(Records supplied Opens)

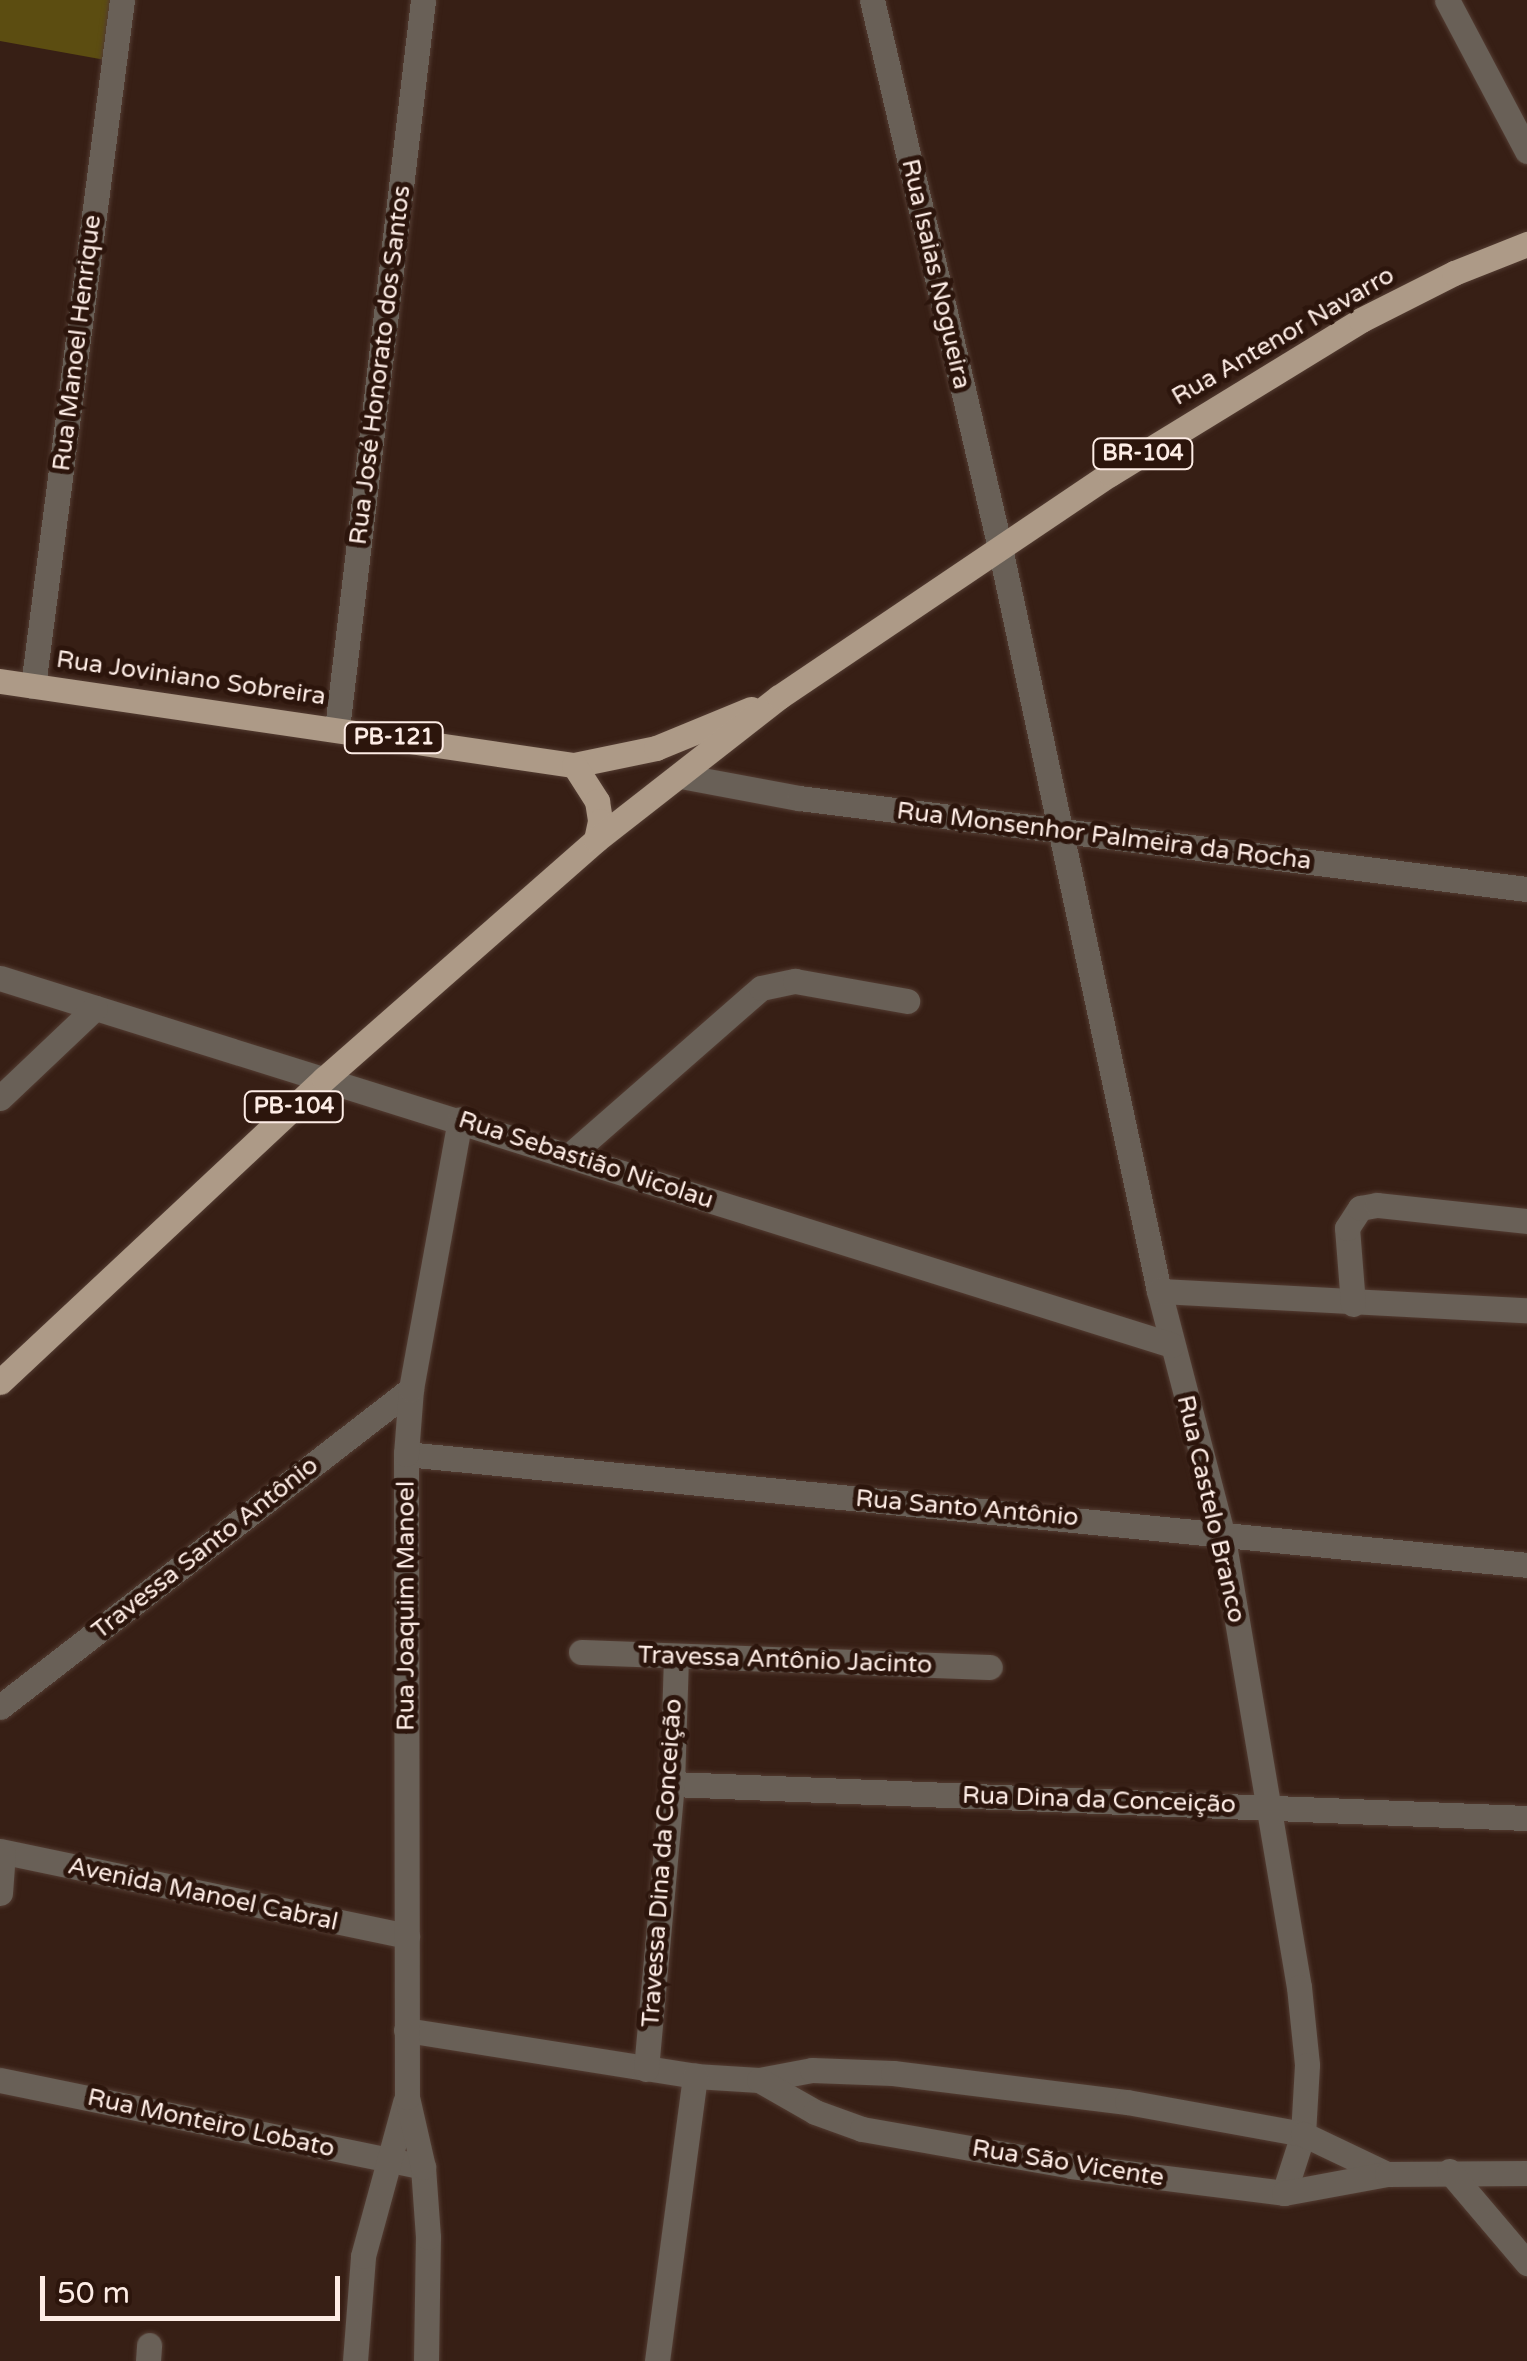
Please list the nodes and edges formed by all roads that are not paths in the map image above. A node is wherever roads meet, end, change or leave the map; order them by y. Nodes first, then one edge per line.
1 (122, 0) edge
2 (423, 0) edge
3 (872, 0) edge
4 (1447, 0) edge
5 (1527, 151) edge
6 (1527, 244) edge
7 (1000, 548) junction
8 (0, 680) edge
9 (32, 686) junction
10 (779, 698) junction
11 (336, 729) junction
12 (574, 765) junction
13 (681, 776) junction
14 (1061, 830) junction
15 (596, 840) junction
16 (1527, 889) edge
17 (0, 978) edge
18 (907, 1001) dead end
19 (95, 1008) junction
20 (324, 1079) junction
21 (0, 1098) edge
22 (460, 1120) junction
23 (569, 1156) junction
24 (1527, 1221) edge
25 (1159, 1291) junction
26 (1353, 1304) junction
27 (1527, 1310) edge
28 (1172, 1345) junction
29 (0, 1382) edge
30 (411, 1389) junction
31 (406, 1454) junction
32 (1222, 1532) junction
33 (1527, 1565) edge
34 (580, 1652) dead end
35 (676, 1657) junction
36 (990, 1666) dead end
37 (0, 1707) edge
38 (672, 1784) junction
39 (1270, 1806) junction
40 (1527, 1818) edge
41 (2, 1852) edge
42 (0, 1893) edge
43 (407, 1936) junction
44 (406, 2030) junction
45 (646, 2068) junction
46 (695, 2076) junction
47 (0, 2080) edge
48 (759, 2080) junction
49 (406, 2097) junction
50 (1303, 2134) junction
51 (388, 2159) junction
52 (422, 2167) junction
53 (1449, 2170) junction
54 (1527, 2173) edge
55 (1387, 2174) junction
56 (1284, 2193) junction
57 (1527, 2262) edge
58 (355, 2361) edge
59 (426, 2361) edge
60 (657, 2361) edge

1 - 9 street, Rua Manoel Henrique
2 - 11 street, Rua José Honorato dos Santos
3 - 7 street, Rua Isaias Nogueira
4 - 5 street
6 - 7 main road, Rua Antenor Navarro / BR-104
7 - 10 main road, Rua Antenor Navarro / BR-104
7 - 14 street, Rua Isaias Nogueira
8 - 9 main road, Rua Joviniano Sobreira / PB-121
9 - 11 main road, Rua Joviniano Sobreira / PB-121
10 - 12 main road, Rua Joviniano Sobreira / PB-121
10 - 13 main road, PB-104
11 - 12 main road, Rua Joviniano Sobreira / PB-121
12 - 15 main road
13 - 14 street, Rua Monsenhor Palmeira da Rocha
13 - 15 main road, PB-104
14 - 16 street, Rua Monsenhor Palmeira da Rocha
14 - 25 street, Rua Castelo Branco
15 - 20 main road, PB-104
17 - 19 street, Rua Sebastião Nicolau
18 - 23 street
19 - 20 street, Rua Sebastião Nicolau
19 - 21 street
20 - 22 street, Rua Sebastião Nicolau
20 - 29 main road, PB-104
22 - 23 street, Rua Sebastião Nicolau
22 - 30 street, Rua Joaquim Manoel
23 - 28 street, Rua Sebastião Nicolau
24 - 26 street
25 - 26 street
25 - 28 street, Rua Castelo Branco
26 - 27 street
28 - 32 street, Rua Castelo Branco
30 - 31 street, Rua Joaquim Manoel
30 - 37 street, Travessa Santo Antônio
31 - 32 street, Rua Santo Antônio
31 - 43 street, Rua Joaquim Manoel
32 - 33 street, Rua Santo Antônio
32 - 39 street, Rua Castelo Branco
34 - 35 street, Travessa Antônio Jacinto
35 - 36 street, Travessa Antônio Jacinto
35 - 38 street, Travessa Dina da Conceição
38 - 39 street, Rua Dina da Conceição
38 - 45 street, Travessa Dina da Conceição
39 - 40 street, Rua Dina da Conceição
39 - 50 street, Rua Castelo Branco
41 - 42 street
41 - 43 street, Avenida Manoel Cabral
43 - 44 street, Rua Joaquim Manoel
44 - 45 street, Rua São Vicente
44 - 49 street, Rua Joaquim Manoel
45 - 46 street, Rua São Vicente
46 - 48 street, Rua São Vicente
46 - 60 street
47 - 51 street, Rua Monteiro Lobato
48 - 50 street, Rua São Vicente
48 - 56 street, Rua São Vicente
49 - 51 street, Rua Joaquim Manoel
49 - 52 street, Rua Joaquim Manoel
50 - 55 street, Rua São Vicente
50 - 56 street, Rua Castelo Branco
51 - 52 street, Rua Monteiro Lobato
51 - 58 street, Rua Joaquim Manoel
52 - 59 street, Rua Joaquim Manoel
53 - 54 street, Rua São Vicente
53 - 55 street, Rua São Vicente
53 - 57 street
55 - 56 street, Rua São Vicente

(Records supplied Closes)

Work to be completed: Write the listing out exactly, apart from its pictures.

Written solution:
Please list the nodes and edges formed by all roads that are not paths in the map image above. A node is wherever roads meet, end, change or leave the map; order them by y. Nodes first, then one edge per line.
1 (122, 0) edge
2 (423, 0) edge
3 (872, 0) edge
4 (1447, 0) edge
5 (1527, 151) edge
6 (1527, 244) edge
7 (1000, 548) junction
8 (0, 680) edge
9 (32, 686) junction
10 (779, 698) junction
11 (336, 729) junction
12 (574, 765) junction
13 (681, 776) junction
14 (1061, 830) junction
15 (596, 840) junction
16 (1527, 889) edge
17 (0, 978) edge
18 (907, 1001) dead end
19 (95, 1008) junction
20 (324, 1079) junction
21 (0, 1098) edge
22 (460, 1120) junction
23 (569, 1156) junction
24 (1527, 1221) edge
25 (1159, 1291) junction
26 (1353, 1304) junction
27 (1527, 1310) edge
28 (1172, 1345) junction
29 (0, 1382) edge
30 (411, 1389) junction
31 (406, 1454) junction
32 (1222, 1532) junction
33 (1527, 1565) edge
34 (580, 1652) dead end
35 (676, 1657) junction
36 (990, 1666) dead end
37 (0, 1707) edge
38 (672, 1784) junction
39 (1270, 1806) junction
40 (1527, 1818) edge
41 (2, 1852) edge
42 (0, 1893) edge
43 (407, 1936) junction
44 (406, 2030) junction
45 (646, 2068) junction
46 (695, 2076) junction
47 (0, 2080) edge
48 (759, 2080) junction
49 (406, 2097) junction
50 (1303, 2134) junction
51 (388, 2159) junction
52 (422, 2167) junction
53 (1449, 2170) junction
54 (1527, 2173) edge
55 (1387, 2174) junction
56 (1284, 2193) junction
57 (1527, 2262) edge
58 (355, 2361) edge
59 (426, 2361) edge
60 (657, 2361) edge

1 - 9 street, Rua Manoel Henrique
2 - 11 street, Rua José Honorato dos Santos
3 - 7 street, Rua Isaias Nogueira
4 - 5 street
6 - 7 main road, Rua Antenor Navarro / BR-104
7 - 10 main road, Rua Antenor Navarro / BR-104
7 - 14 street, Rua Isaias Nogueira
8 - 9 main road, Rua Joviniano Sobreira / PB-121
9 - 11 main road, Rua Joviniano Sobreira / PB-121
10 - 12 main road, Rua Joviniano Sobreira / PB-121
10 - 13 main road, PB-104
11 - 12 main road, Rua Joviniano Sobreira / PB-121
12 - 15 main road
13 - 14 street, Rua Monsenhor Palmeira da Rocha
13 - 15 main road, PB-104
14 - 16 street, Rua Monsenhor Palmeira da Rocha
14 - 25 street, Rua Castelo Branco
15 - 20 main road, PB-104
17 - 19 street, Rua Sebastião Nicolau
18 - 23 street
19 - 20 street, Rua Sebastião Nicolau
19 - 21 street
20 - 22 street, Rua Sebastião Nicolau
20 - 29 main road, PB-104
22 - 23 street, Rua Sebastião Nicolau
22 - 30 street, Rua Joaquim Manoel
23 - 28 street, Rua Sebastião Nicolau
24 - 26 street
25 - 26 street
25 - 28 street, Rua Castelo Branco
26 - 27 street
28 - 32 street, Rua Castelo Branco
30 - 31 street, Rua Joaquim Manoel
30 - 37 street, Travessa Santo Antônio
31 - 32 street, Rua Santo Antônio
31 - 43 street, Rua Joaquim Manoel
32 - 33 street, Rua Santo Antônio
32 - 39 street, Rua Castelo Branco
34 - 35 street, Travessa Antônio Jacinto
35 - 36 street, Travessa Antônio Jacinto
35 - 38 street, Travessa Dina da Conceição
38 - 39 street, Rua Dina da Conceição
38 - 45 street, Travessa Dina da Conceição
39 - 40 street, Rua Dina da Conceição
39 - 50 street, Rua Castelo Branco
41 - 42 street
41 - 43 street, Avenida Manoel Cabral
43 - 44 street, Rua Joaquim Manoel
44 - 45 street, Rua São Vicente
44 - 49 street, Rua Joaquim Manoel
45 - 46 street, Rua São Vicente
46 - 48 street, Rua São Vicente
46 - 60 street
47 - 51 street, Rua Monteiro Lobato
48 - 50 street, Rua São Vicente
48 - 56 street, Rua São Vicente
49 - 51 street, Rua Joaquim Manoel
49 - 52 street, Rua Joaquim Manoel
50 - 55 street, Rua São Vicente
50 - 56 street, Rua Castelo Branco
51 - 52 street, Rua Monteiro Lobato
51 - 58 street, Rua Joaquim Manoel
52 - 59 street, Rua Joaquim Manoel
53 - 54 street, Rua São Vicente
53 - 55 street, Rua São Vicente
53 - 57 street
55 - 56 street, Rua São Vicente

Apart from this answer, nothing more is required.